Additionally, one of the capital projects under the PRP experienced construction issues on certain segments in late 2013, and prior to these segments being placed into service it was necessary to complete mitigation work. The order from the Georgia Commission allows for the recovery of these mitigation costs in future base rates, but delayed such recovery until at least March 31, 2017. Provisions in the order resulted in the recognition of $5 million in operation and maintenance expense for the year ended December 31, 2015 on our Consolidated Statements of Income. Atlanta Gas Light continues to pursue contractual and legal claims against certain third-party contractors in connection with the mitigation costs incurred for construction issues experienced in finalizing the PRP. Any amounts recovered through the legal process will be retained by Atlanta Gas Light. At March 31, 2017, the total capitalized mitigation cost for which Atlanta Gas Light will seek recovery in future rates is approximately $28 million. 
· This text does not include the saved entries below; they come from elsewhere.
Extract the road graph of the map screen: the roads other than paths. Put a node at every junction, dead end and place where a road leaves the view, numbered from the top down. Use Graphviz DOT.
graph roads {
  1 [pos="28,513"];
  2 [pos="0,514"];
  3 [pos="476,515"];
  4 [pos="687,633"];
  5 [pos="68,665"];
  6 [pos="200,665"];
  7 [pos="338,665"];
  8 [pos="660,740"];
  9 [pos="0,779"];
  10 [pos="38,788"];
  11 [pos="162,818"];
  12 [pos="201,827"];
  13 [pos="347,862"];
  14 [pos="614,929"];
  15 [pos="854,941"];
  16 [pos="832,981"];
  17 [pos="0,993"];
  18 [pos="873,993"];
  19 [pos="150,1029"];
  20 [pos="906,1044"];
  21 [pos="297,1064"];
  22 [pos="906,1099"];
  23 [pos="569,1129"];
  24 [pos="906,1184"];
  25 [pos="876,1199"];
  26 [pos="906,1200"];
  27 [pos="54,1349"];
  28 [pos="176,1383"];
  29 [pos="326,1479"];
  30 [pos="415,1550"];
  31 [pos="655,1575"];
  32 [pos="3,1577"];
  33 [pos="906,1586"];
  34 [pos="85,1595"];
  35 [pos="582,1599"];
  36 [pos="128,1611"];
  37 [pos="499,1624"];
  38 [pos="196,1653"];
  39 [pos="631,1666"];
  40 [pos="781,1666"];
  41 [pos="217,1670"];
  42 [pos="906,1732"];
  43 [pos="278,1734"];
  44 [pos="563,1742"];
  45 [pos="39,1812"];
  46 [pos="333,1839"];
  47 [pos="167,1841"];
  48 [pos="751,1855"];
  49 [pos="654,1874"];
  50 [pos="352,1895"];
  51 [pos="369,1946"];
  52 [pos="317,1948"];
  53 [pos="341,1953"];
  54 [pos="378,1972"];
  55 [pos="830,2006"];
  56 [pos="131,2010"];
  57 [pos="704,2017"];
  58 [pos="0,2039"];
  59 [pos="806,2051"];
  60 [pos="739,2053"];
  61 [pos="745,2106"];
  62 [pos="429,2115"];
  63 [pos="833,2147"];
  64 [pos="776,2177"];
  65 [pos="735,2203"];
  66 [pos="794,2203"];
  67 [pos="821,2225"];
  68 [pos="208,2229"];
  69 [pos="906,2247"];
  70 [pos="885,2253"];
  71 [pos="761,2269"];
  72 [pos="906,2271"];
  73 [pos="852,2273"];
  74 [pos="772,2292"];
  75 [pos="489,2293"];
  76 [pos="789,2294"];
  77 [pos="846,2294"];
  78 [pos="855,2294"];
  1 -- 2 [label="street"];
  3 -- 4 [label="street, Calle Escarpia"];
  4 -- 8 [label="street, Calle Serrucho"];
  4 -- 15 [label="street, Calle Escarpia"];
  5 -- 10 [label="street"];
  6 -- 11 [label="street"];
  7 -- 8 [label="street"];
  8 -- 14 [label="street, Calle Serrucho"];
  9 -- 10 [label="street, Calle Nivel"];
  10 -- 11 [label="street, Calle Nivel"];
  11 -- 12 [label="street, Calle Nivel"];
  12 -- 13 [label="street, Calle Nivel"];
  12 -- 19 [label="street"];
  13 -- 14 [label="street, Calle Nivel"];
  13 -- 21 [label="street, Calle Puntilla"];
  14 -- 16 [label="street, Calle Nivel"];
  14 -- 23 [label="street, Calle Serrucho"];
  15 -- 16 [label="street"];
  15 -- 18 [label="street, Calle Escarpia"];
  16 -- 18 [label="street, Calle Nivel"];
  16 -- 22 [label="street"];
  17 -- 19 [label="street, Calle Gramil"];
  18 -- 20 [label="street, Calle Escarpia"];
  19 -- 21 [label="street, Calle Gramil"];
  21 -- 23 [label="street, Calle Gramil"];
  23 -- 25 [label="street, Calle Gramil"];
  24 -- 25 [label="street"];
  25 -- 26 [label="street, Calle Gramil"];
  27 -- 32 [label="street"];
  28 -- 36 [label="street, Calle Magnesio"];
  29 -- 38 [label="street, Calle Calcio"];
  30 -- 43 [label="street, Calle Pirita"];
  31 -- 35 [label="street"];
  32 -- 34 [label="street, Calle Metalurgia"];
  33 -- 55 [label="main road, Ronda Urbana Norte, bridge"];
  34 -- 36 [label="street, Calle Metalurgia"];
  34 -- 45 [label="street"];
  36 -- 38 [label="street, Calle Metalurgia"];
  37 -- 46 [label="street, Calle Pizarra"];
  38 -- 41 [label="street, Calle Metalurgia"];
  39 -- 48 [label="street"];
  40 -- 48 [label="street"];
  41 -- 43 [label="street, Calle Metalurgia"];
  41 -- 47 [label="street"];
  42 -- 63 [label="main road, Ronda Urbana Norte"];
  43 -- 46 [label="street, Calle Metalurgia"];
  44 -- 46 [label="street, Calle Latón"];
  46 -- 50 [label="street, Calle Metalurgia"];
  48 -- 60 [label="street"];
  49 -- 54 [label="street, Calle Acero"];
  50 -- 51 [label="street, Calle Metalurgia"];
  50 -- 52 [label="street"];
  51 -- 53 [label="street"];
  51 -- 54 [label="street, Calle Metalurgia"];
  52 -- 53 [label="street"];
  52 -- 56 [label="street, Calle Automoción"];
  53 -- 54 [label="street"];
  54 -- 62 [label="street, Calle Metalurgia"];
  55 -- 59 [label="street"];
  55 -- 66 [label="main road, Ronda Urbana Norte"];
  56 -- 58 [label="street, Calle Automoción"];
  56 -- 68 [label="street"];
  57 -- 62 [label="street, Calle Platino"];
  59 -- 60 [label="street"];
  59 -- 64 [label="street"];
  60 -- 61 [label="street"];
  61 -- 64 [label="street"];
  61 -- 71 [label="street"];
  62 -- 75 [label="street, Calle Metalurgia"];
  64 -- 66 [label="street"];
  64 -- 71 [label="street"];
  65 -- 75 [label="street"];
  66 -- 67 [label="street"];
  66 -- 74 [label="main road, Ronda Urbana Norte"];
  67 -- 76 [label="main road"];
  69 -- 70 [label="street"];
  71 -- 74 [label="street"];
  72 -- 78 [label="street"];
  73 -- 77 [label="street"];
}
In August 2014, staff of the Illinois Commission and the CUB filed testimony in the Nicor Gas 2003 gas cost prudence review disputing certain gas loan transactions offered by Nicor Gas under its Chicago Hub services and requesting refunds of $18 million and $22 million, respectively. We filed surrebuttal testimony in December 2014 disputing that any refund is due, as Nicor Gas was authorized to enter into these transactions and revenues associated with such transactions reduced ratepayers’ costs as either credits to the PGA or reductions to base rates consistent with then-current Illinois Commission orders governing these activities. In July 2015, the Administrative Law Judge issued a proposed order concluding that Nicor Gas’ supply costs and purchases in 2003 were prudent, its reconciliation of the related costs was proper, and the propositions by the staff of the Illinois Commission and the CUB were based on hindsight speculation, which is expressly prohibited in a prudence review examination. In September 2015, the Illinois Commission issued a final order approving the proposal of the Administrative Law Judge. In November 2015, the Illinois Commission granted the CUB’s petition for a rehearing on this matter. In February 2016, the Administrative Law Judge issued a proposed order on rehearing affirming the original order by the Illinois Commission, which now requires approval by the Illinois Commission.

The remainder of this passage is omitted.